У меня на глазах в России изменилась жизнь у детей с другим генетическим заболеванием, мукополисахаридозом. На зарубежном рынке впервые появился препарат от мукополисахаридоза - элапраза. Лекарство стоит безумных денег, миллионы рублей в месяц. Лекарство не лечит болезнь, но тормозит ее развитие. То есть дети, которые раньше умирали в 10-12 лет, сейчас живут. Да, многие из них глубокие инвалиды, но они не умерли. Но главное - это я вижу детей с мукополисахаридозом, которые начали получать препарат элапраза в раннем детстве, сразу вместе с диагнозом, пока болезнь ещё не превратила их в инвалидов. Эти дети - нормальные дети! Если они начали лечение до проявления симптомов, если они получают препарат бесперебойно- они ничем не отличаются от обычных детей, ходят в школу. Смотришь на них и не веришь, что это тот же самый диагноз, от которого 10 лет назад умирали в детском возрасте. То что в России стал доступен препарат элапраза - заслуга родительской ассоциации "Хантер-синдром". Они выиграли сотни судов, воевали и добились, что препарат теперь выдают в России детям бесплатно.

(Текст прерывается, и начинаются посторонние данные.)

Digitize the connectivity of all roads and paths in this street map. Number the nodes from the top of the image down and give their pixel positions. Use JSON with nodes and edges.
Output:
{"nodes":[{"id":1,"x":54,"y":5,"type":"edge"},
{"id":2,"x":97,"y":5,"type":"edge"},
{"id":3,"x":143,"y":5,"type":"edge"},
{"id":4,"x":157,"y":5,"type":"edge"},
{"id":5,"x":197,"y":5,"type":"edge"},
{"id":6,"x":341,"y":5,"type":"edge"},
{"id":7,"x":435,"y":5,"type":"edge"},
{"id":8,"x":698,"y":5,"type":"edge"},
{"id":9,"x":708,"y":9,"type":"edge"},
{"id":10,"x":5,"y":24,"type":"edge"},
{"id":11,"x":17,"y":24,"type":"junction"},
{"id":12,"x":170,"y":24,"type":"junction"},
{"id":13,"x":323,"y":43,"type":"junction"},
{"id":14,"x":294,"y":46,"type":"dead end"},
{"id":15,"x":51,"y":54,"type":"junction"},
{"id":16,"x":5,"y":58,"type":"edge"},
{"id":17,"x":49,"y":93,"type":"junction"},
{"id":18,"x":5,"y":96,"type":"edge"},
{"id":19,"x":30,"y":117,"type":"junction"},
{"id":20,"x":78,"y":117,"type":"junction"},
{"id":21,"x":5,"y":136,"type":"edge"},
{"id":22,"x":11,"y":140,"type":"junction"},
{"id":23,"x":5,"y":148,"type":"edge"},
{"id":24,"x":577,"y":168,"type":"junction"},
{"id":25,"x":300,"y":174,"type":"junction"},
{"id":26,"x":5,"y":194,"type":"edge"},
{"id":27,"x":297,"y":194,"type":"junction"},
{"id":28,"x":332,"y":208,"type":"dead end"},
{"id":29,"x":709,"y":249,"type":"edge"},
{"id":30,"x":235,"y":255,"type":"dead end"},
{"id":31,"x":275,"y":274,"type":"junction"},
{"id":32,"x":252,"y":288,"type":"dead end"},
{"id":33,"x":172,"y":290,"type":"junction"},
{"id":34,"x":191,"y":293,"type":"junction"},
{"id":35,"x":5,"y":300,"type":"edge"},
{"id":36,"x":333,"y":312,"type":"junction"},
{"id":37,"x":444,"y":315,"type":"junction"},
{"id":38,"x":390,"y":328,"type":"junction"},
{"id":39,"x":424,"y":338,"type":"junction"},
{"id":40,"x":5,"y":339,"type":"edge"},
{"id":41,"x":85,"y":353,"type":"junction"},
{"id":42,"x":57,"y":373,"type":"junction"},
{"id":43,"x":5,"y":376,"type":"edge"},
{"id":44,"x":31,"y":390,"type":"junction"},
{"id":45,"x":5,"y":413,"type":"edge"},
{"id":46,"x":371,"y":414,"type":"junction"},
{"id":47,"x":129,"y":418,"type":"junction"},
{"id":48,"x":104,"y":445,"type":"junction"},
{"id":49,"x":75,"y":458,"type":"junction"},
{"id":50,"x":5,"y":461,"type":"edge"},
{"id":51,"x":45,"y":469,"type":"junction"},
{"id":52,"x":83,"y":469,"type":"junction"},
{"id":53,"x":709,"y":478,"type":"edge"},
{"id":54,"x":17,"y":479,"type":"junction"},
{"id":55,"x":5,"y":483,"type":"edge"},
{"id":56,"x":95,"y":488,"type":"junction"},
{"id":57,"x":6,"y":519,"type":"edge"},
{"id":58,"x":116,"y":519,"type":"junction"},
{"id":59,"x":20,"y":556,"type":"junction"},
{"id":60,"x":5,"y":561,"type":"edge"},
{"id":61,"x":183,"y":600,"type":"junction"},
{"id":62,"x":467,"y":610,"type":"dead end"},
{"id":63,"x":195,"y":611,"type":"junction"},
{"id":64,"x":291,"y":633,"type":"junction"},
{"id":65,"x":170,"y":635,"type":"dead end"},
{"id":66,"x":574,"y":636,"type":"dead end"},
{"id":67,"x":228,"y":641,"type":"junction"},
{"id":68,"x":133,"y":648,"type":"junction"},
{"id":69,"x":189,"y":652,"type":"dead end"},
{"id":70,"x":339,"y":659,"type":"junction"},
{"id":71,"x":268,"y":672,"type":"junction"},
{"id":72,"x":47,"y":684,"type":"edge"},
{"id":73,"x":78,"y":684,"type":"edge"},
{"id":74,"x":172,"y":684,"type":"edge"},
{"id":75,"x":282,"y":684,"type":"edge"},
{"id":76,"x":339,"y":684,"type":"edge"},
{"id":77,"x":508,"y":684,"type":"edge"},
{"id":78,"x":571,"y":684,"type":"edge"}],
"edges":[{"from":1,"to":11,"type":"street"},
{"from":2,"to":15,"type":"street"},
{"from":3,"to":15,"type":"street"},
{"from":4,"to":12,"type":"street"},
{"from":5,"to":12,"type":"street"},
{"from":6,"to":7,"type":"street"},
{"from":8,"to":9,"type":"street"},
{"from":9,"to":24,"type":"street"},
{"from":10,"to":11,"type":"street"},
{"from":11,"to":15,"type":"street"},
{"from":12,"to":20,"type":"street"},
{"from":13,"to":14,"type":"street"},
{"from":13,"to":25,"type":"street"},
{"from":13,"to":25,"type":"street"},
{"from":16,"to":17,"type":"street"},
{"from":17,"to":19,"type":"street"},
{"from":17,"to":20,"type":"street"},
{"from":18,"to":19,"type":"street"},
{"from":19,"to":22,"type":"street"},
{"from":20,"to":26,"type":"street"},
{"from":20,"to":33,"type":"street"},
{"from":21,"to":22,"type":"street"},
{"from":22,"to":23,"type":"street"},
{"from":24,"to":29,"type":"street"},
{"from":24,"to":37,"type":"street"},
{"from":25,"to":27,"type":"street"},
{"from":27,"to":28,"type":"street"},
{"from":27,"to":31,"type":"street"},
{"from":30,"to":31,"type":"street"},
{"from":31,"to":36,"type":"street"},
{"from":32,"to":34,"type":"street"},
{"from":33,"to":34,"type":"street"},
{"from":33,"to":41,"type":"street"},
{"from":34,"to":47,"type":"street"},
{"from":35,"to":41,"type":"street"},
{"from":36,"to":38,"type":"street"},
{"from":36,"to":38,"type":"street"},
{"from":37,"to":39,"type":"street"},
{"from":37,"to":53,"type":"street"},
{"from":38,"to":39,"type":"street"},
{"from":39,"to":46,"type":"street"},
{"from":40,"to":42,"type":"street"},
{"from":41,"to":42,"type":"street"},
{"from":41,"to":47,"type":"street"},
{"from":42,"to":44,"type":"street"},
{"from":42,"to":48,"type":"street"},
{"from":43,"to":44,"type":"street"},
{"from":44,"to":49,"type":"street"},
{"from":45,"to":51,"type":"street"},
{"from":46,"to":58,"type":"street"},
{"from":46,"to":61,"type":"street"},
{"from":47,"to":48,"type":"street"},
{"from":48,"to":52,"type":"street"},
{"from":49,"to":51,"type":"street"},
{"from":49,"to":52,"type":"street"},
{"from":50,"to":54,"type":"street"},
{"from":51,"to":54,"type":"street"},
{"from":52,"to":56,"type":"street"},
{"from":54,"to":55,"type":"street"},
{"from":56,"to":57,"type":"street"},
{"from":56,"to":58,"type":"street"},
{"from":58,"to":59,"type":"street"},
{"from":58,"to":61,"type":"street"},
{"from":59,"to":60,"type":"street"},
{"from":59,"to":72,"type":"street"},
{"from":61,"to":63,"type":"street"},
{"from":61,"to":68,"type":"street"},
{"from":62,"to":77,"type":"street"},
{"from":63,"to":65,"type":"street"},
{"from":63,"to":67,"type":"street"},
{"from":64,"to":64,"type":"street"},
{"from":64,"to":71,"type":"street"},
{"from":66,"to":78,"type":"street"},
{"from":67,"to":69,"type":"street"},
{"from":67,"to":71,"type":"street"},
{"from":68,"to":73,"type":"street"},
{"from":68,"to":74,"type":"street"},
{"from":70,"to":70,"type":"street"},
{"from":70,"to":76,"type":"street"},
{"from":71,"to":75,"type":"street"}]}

Генетика - удивительная наука. Чудеса происходят на наших глазах. Ещё вчера диагноз считался неизлечимым, дети умирали, а сегодня от этого диагноза уже появляется лекарство, и дети живут. Как появилась Элапраза для синдрома Хантера, Майозайм для болезни Помпе... Да и не только генетика - на нашем веку произошло много чудес в медицине. Не так давно от рака умирали 90% пациентов, а теперь 80% например с лейкозом вылечиваются в России. На нашем веку умирали от ВИЧ, гепатита, а теперь эти заболевания можно контролировать.
Прочитайте статью про Сафию, американскую девочку, которая уже должна была бы умереть от СМА1, но сейчас учится ходить благодаря лечению новым препаратом Спинраза:
Такая же ситуация сейчас с миопатией Дюшенна и муковисцидозом. Там в США есть лечение. Да, не для всех мутаций. При муковисцидозе оно лечит, а при Дюшенна и СМА пока только тормозит развитие болезни. Но хотя бы на 5 минут попробуйте представить себя на месте родителей этих детей здесь в России, где препарат пока недоступен. А стоимость его десятки миллионов.
Историю уже не повернуть вспять. СМА, определённые мутации миопатии Дюшенна и муковисцидоза больше не являются смертельными неизлечимыми заболеваниями. Нам предстоит большая работа, чтобы здесь в России стали доступны эти препараты. Наверное, большинство нынешних детей умрут не дождавшись появления лекарства в России. Наверное, дети следующего поколения уже будут жить долго с этими некогда смертельными диагнозами.
От нас зависит - изменится ситуация в России через год или через 10 лет.